Se dire francophone? C’est quoi un francophone? Et qui peut l’être? (p. 49-57) sont des interrogations qui constituent le sixième chapitre de l’ouvrage. Dans ce chapitre, Boudreau réitère l’idée selon laquelle l’insécurité linguistique est en forte prégnance dans l’espace francophone. Selon elle, non seulement l’histoire même de la langue française contribue à cette insécurité linguistique, mais aussi, les réalités linguistiques des francophones varient d’un espace à un autre. L’experte en sociolinguistique revient par ailleurs sur l’ouvrage Pour une écologie des langues du monde où Calvet (1999) propose une typologie pour étudier l’insécurité linguistique. Le premier type rapporté par Boudreau est l’insécurité statutaire, qui est reliée au statut d’une langue sur un territoire. On peut mentionner le Canada où les statuts des langues varient d’une province à une autre. Le deuxième type est l’insécurité formelle qui se manifeste lorsque le locuteur compare sa langue à celle considérée comme légitime. Enfin, le troisième type consiste en l’insécurité identitaire, c’est-à-dire que le locuteur se questionne sur son identité dans une communauté donnée. Selon Boudreau, ces trois types d’insécurité linguistique « peuvent être liés, mais ne le sont pas nécessairement » (p. 57).

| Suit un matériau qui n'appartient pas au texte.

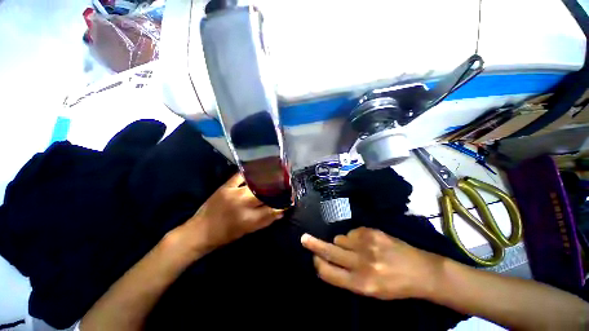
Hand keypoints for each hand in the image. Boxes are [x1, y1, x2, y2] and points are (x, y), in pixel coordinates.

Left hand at [182, 174, 284, 253]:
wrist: (200, 231)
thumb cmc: (225, 235)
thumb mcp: (248, 232)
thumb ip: (266, 221)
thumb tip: (281, 211)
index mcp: (249, 219)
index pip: (273, 208)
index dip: (284, 203)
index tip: (290, 199)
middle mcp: (243, 204)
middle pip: (267, 192)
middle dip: (279, 188)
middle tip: (286, 185)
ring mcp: (234, 192)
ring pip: (257, 182)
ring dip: (269, 178)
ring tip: (278, 174)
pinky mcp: (226, 186)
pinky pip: (242, 175)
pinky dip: (252, 171)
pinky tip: (261, 168)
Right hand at [301, 227, 443, 299]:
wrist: (421, 271)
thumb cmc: (394, 285)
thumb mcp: (370, 290)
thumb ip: (347, 277)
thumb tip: (327, 261)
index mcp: (361, 284)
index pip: (329, 273)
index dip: (318, 264)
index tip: (313, 258)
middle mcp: (362, 263)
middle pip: (330, 251)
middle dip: (314, 245)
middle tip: (304, 238)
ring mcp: (367, 244)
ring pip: (340, 238)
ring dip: (342, 242)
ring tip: (357, 248)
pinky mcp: (372, 231)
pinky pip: (352, 231)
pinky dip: (354, 236)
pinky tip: (367, 242)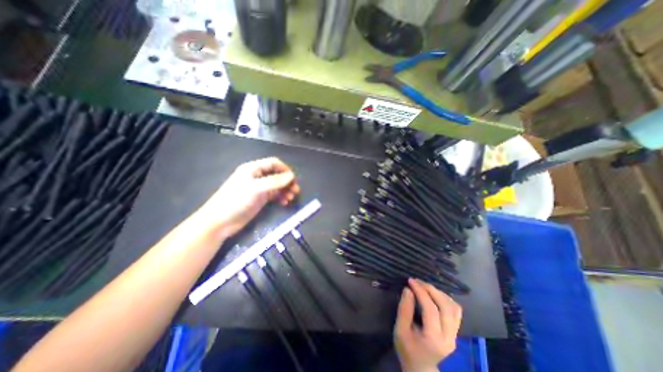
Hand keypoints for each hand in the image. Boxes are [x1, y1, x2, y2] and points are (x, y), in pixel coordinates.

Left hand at [196, 157, 300, 238]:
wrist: (220, 221)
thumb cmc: (236, 200)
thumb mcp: (256, 189)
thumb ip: (275, 182)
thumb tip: (291, 176)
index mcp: (253, 169)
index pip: (273, 163)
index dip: (284, 169)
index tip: (293, 179)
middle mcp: (257, 176)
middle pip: (277, 175)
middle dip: (287, 181)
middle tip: (296, 190)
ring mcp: (259, 188)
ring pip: (277, 185)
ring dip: (285, 190)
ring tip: (291, 198)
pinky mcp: (259, 199)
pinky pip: (274, 195)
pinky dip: (280, 197)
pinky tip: (284, 203)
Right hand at [392, 278, 461, 371]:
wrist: (420, 368)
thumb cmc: (407, 349)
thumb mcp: (400, 330)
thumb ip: (404, 310)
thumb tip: (408, 290)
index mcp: (433, 339)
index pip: (431, 309)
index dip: (421, 292)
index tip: (411, 281)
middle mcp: (449, 338)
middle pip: (445, 307)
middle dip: (431, 290)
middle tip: (418, 281)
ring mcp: (455, 336)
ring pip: (453, 307)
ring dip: (439, 293)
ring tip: (425, 286)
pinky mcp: (455, 332)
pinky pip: (455, 311)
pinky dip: (445, 299)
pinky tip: (434, 294)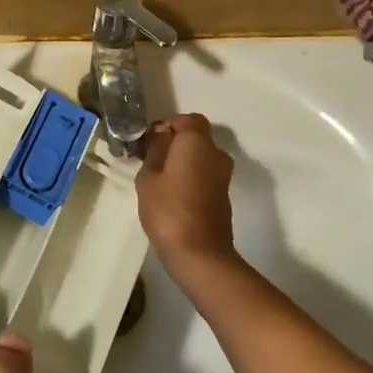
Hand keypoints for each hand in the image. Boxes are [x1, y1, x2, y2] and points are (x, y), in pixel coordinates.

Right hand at [136, 113, 240, 273]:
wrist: (199, 253)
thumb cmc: (168, 209)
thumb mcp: (149, 176)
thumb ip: (155, 149)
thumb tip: (163, 135)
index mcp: (198, 142)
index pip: (188, 119)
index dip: (168, 125)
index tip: (148, 140)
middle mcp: (216, 153)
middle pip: (196, 137)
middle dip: (174, 143)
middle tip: (150, 159)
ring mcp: (223, 176)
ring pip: (200, 157)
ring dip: (182, 162)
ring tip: (158, 179)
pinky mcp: (223, 196)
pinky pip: (205, 175)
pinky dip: (190, 177)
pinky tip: (172, 195)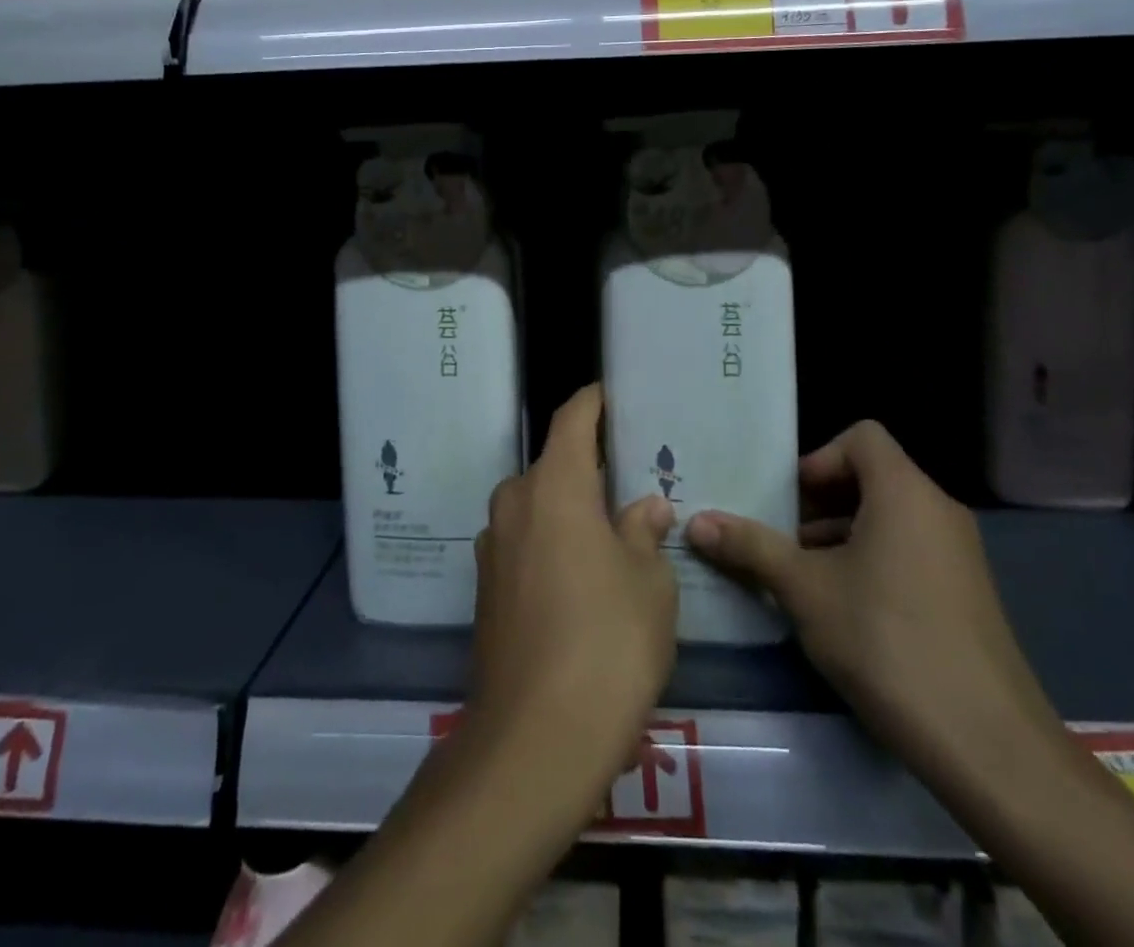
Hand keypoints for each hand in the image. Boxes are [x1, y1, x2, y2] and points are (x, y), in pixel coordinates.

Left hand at [468, 384, 678, 798]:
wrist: (534, 738)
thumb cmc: (607, 643)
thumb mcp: (648, 584)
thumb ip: (643, 534)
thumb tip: (644, 507)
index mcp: (554, 486)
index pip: (571, 420)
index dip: (592, 402)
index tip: (611, 394)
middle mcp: (514, 503)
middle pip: (552, 467)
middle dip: (586, 469)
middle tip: (627, 480)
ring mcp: (492, 547)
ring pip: (537, 508)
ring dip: (568, 511)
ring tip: (609, 532)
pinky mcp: (484, 589)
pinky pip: (524, 544)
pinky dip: (551, 545)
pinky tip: (580, 579)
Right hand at [684, 422, 1061, 788]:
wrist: (988, 746)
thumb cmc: (886, 641)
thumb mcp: (804, 589)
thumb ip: (750, 546)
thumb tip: (694, 521)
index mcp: (904, 493)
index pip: (861, 437)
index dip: (818, 459)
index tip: (789, 502)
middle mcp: (937, 511)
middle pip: (871, 478)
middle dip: (818, 503)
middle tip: (779, 540)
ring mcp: (958, 556)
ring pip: (887, 520)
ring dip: (839, 537)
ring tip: (800, 580)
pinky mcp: (965, 596)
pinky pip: (907, 554)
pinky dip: (870, 564)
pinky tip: (841, 614)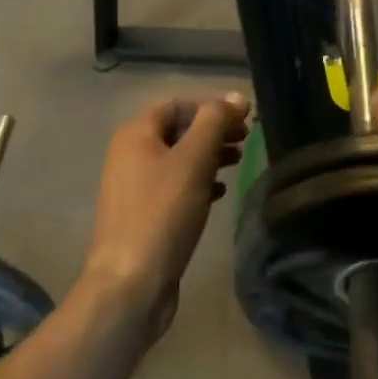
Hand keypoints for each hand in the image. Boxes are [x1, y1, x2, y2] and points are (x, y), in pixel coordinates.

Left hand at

Vient le septième et dernier chapitre de l’ouvrage, L’insécurité linguistique au Canada (p. 59-64). Dans ce chapitre, Boudreau présente le phénomène de l’insécurité linguistique dans les milieux canadiens où le français est langue minoritaire. Selon elle, si l’insécurité linguistique est observée chez les francophones au Canada, elle « n’est pas vécue par tous les francophones et surtout [elle] n’est pas vécue de la même manière par celles et ceux qui en ressentent les effets » (p. 59). Ici, l’auteure relate trois stratégies pour contrer l’insécurité linguistique chez les personnes qui en souffrent. D’abord, elle souligne que l’évitement est une stratégie où le locuteur cherche à se rendre invisible ou à ne pas prendre la parole dans les situations formelles de communication. Ensuite, elle croit que les commentaires métalinguistiques peuvent aussi aider les locuteurs à se prémunir contre les jugements négatifs. En ce sens, ils déclarent d’entrée de jeu qu’ils parlent un français illégitime. Enfin, la troisième stratégie présentée par la sociolinguiste est la surenchère, c’est-à-dire la surévaluation de son vernaculaire ou « l’acceptation de la langue dans la pluralité de ses expressions » (p. 62).
En somme, le phénomène de l’insécurité linguistique ainsi que toute forme de discrimination qui découle des pratiques linguistiques dans la francophonie étaient au centre des préoccupations de l’auteure pour la rédaction de cet ouvrage. De surcroît, par sa posture militante, il est évident que son étude ne se veut pas neutre. D’ailleurs, non seulement Boudreau est-elle une chercheure native, mais aussi et surtout le courant dans lequel elle inscrit sa démarche, la sociolinguistique critique, expose d’entrée de jeu son engagement dans sa recherche.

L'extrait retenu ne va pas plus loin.